For my husbands birthday last year I bought him a gift certificate for skydiving. He has been talking about how much he has wanted to do it for years now. Well yesterday, he did it. The sad part? I struggled with nervousness more than he did. I was fighting a battle with myself all day yesterday while he sat there grinning from ear to ear. Why was my anxiety so bad? We watched 3 people do it before it was his turn. The instructor was very thorough while putting on the harnesses and giving instruction. He was in good hands. People do this all the time. I thought I was going to pass out a few times and the heat wasn’t helping. I could hear my heart pounding in my ears and I was so sweaty my hair was sticking to my neck.
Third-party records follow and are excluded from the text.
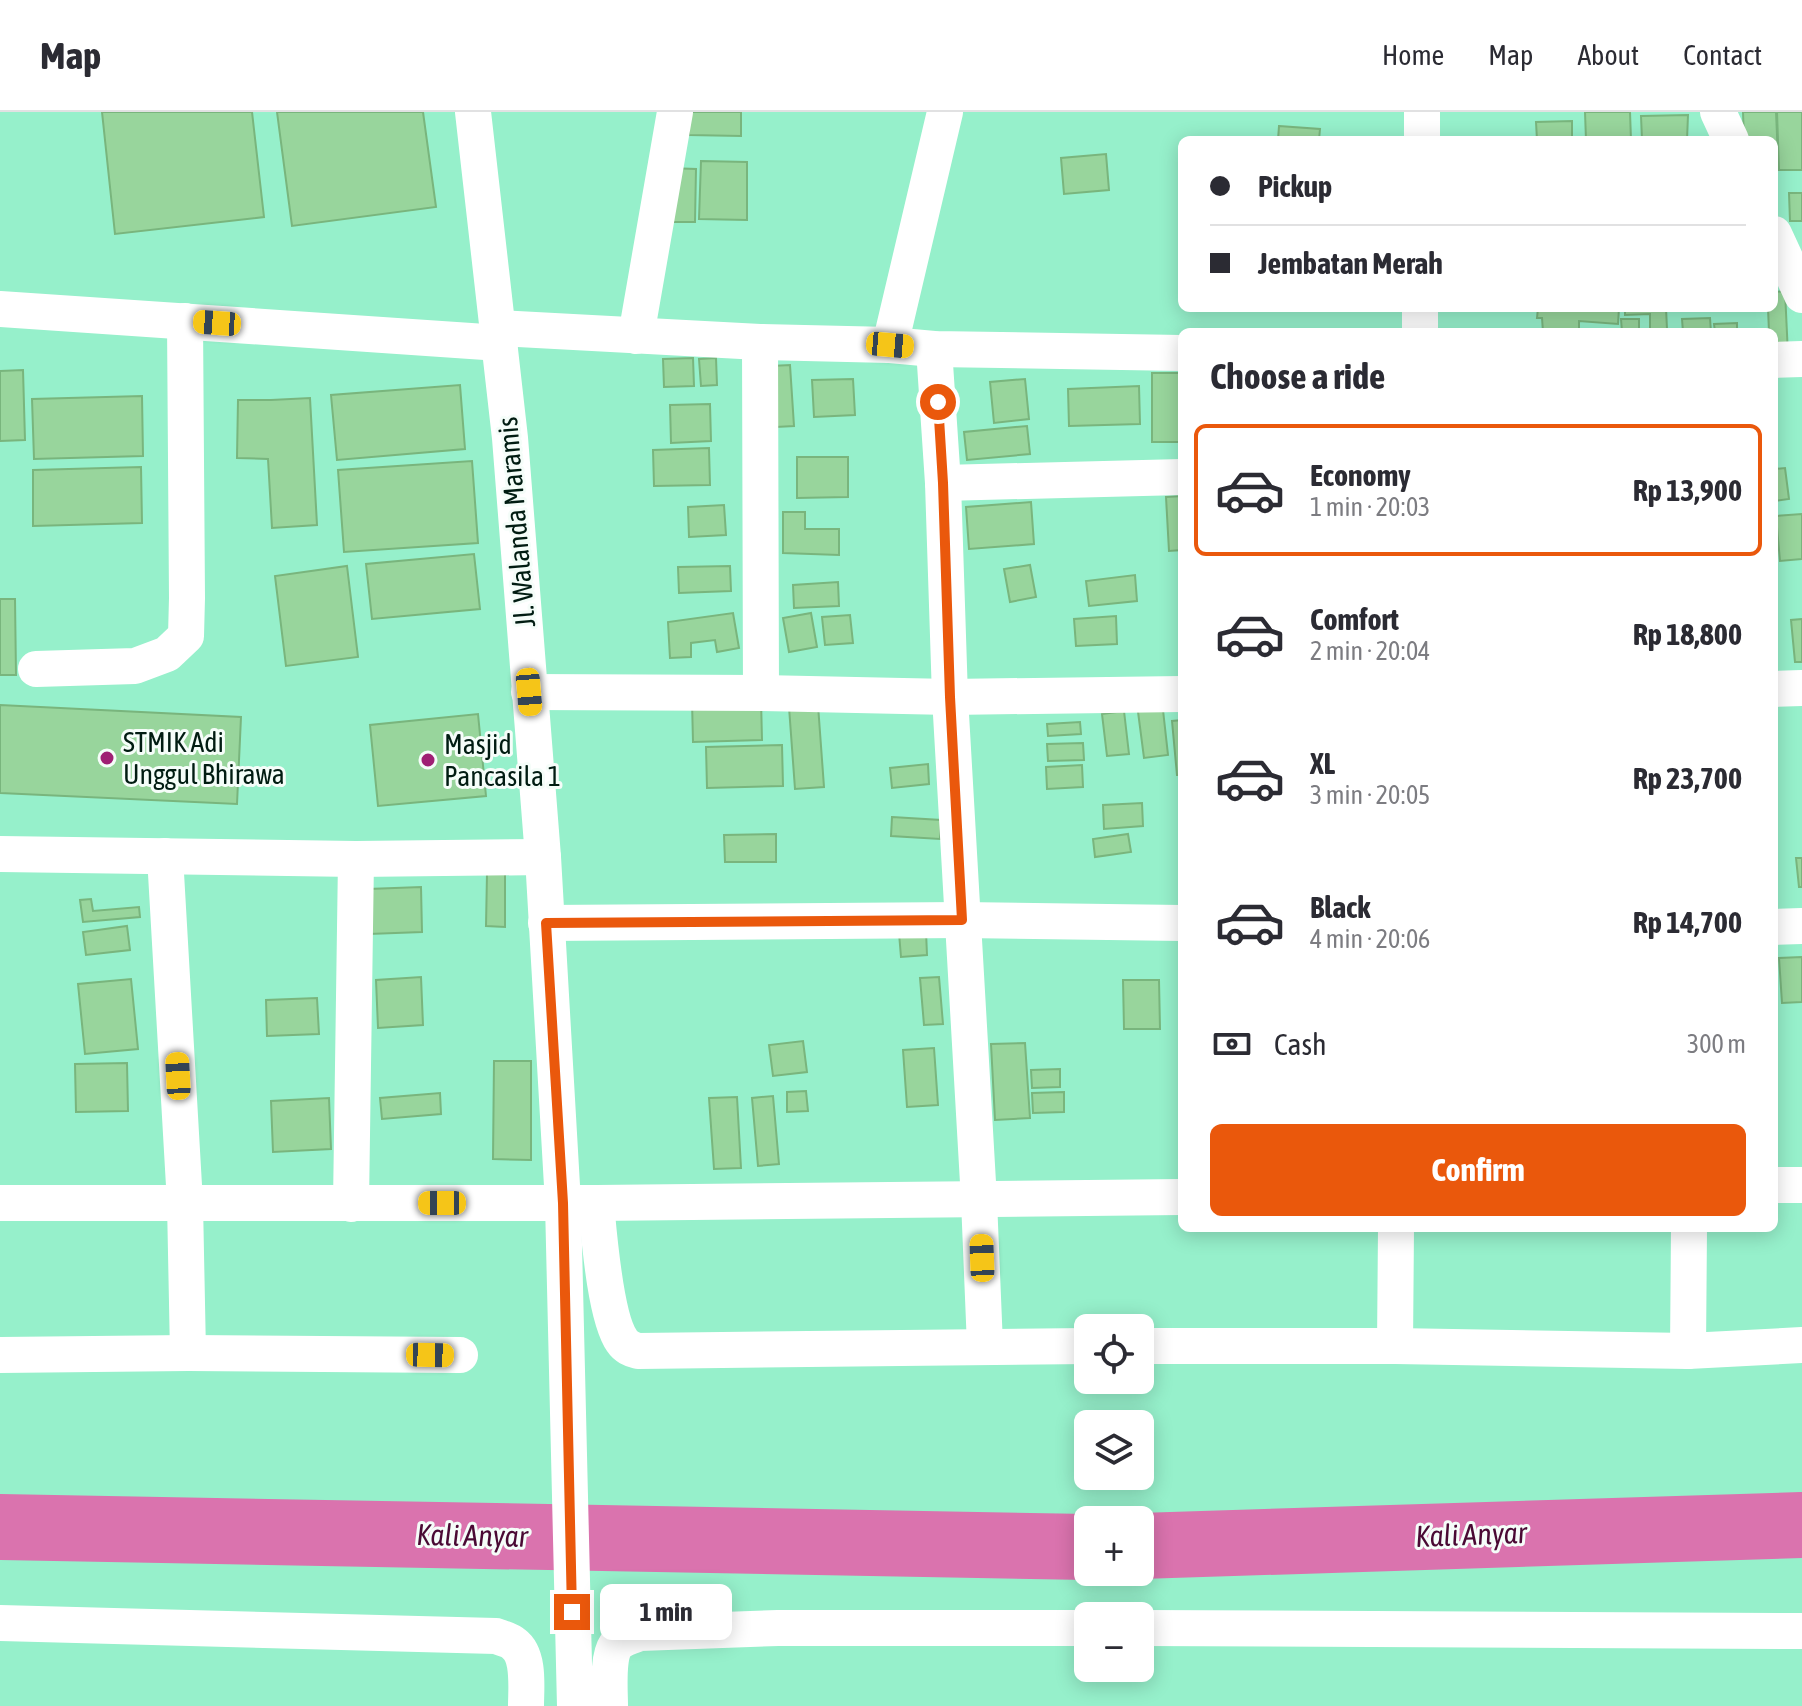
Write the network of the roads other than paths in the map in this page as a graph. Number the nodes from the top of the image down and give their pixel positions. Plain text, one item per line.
1 (473, 112) edge
2 (675, 112) edge
3 (945, 112) edge
4 (1422, 112) edge
5 (1718, 112) edge
6 (1422, 136) edge
7 (1729, 136) edge
8 (1778, 243) edge
9 (1802, 295) edge
10 (0, 309) edge
11 (185, 321) junction
12 (499, 336) junction
13 (636, 336) junction
14 (760, 342) junction
15 (890, 345) junction
16 (934, 349) junction
17 (1178, 353) edge
18 (1802, 359) edge
19 (1778, 360) edge
20 (1178, 477) edge
21 (943, 483) junction
22 (36, 669) dead end
23 (1802, 688) edge
24 (1778, 689) edge
25 (529, 692) junction
26 (761, 693) junction
27 (1178, 694) edge
28 (950, 697) junction
29 (0, 854) edge
30 (165, 856) junction
31 (543, 857) junction
32 (356, 859) junction
33 (962, 920) junction
34 (546, 923) junction
35 (1178, 923) edge
36 (1802, 926) edge
37 (1778, 927) edge
38 (1778, 1185) edge
39 (1802, 1185) edge
40 (1178, 1197) edge
41 (979, 1200) junction
42 (0, 1203) edge
43 (185, 1203) junction
44 (579, 1203) junction
45 (351, 1204) junction
46 (1396, 1232) edge
47 (1689, 1232) edge
48 (1802, 1345) edge
49 (985, 1346) junction
50 (1074, 1346) edge
51 (1154, 1346) edge
52 (1395, 1346) junction
53 (1688, 1351) junction
54 (188, 1353) junction
55 (0, 1355) edge
56 (460, 1355) dead end
57 (0, 1623) edge
58 (1074, 1628) edge
59 (1154, 1628) edge
60 (1802, 1631) edge
61 (574, 1690) edge
62 (526, 1706) edge
63 (610, 1706) edge

1 - 12 street, Jl. Walanda Maramis
2 - 13 street
3 - 15 street
4 - 6 street
5 - 7 street
8 - 9 street
10 - 11 street
11 - 12 street
11 - 22 street
12 - 13 street
12 - 25 street, Jl. Walanda Maramis
13 - 14 street
14 - 15 street
14 - 26 street
15 - 16 street
16 - 17 street
16 - 21 street
18 - 19 street
20 - 21 street
21 - 28 street
23 - 24 street
25 - 26 street
25 - 31 street, Jl. Walanda Maramis
26 - 28 street
27 - 28 street
28 - 33 street
29 - 30 street
30 - 32 street
30 - 43 street
31 - 32 street
31 - 34 street, Jl. Walanda Maramis
32 - 45 street
33 - 34 street
33 - 35 street
33 - 41 street
34 - 44 street, Jl. Walanda Maramis
36 - 37 street
38 - 39 street
40 - 41 street
41 - 44 street
41 - 49 street
42 - 43 street
43 - 45 street
43 - 54 street
44 - 45 street
44 - 49 street
44 - 61 street, Jl. Walanda Maramis
46 - 52 street
47 - 53 street
48 - 53 street
49 - 50 street
51 - 52 street
52 - 53 street
54 - 55 street
54 - 56 street
57 - 62 street
58 - 63 street
59 - 60 street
People were talking to me and I was struggling to get words out because I felt like I was being choked. No matter how many deep breathes I took it didn’t seem to be enough air. We were there a total of almost 6 hours. 6 hours of torture but I put on my smile and acted like I was fine. My husband could tell I was struggling after a while and asked me if I would rather he reschedule than wait. How selfless is that? As much as I wanted to say yes I said absolutely not. I kept telling myself I could stick if out. Finally, it was his turn. As I watched the plane getting ready to take off panic set in. Now I was alone with no one familiar. What if I passed out? All these crazy thoughts started going through my head. Then I heard the pilot come on the radio saying “jumpers away” and I looked up. After about 3 minutes I saw a parachute open. Phew! I watched as he swayed down and when his feet hit the ground my ears stopped ringing. My chest was no longer constricted and I felt like I could breathe again. I was so tense and anxious all day I was exhausted last night. 

This morning he left for a week long work trip. I’m usually comfortable being home alone as long as I’m home but he’s been gone about 8 hours and I’m starting to get anxious. I don’t realize how much he distracts me from myself until he’s gone. I’m so lucky to have him.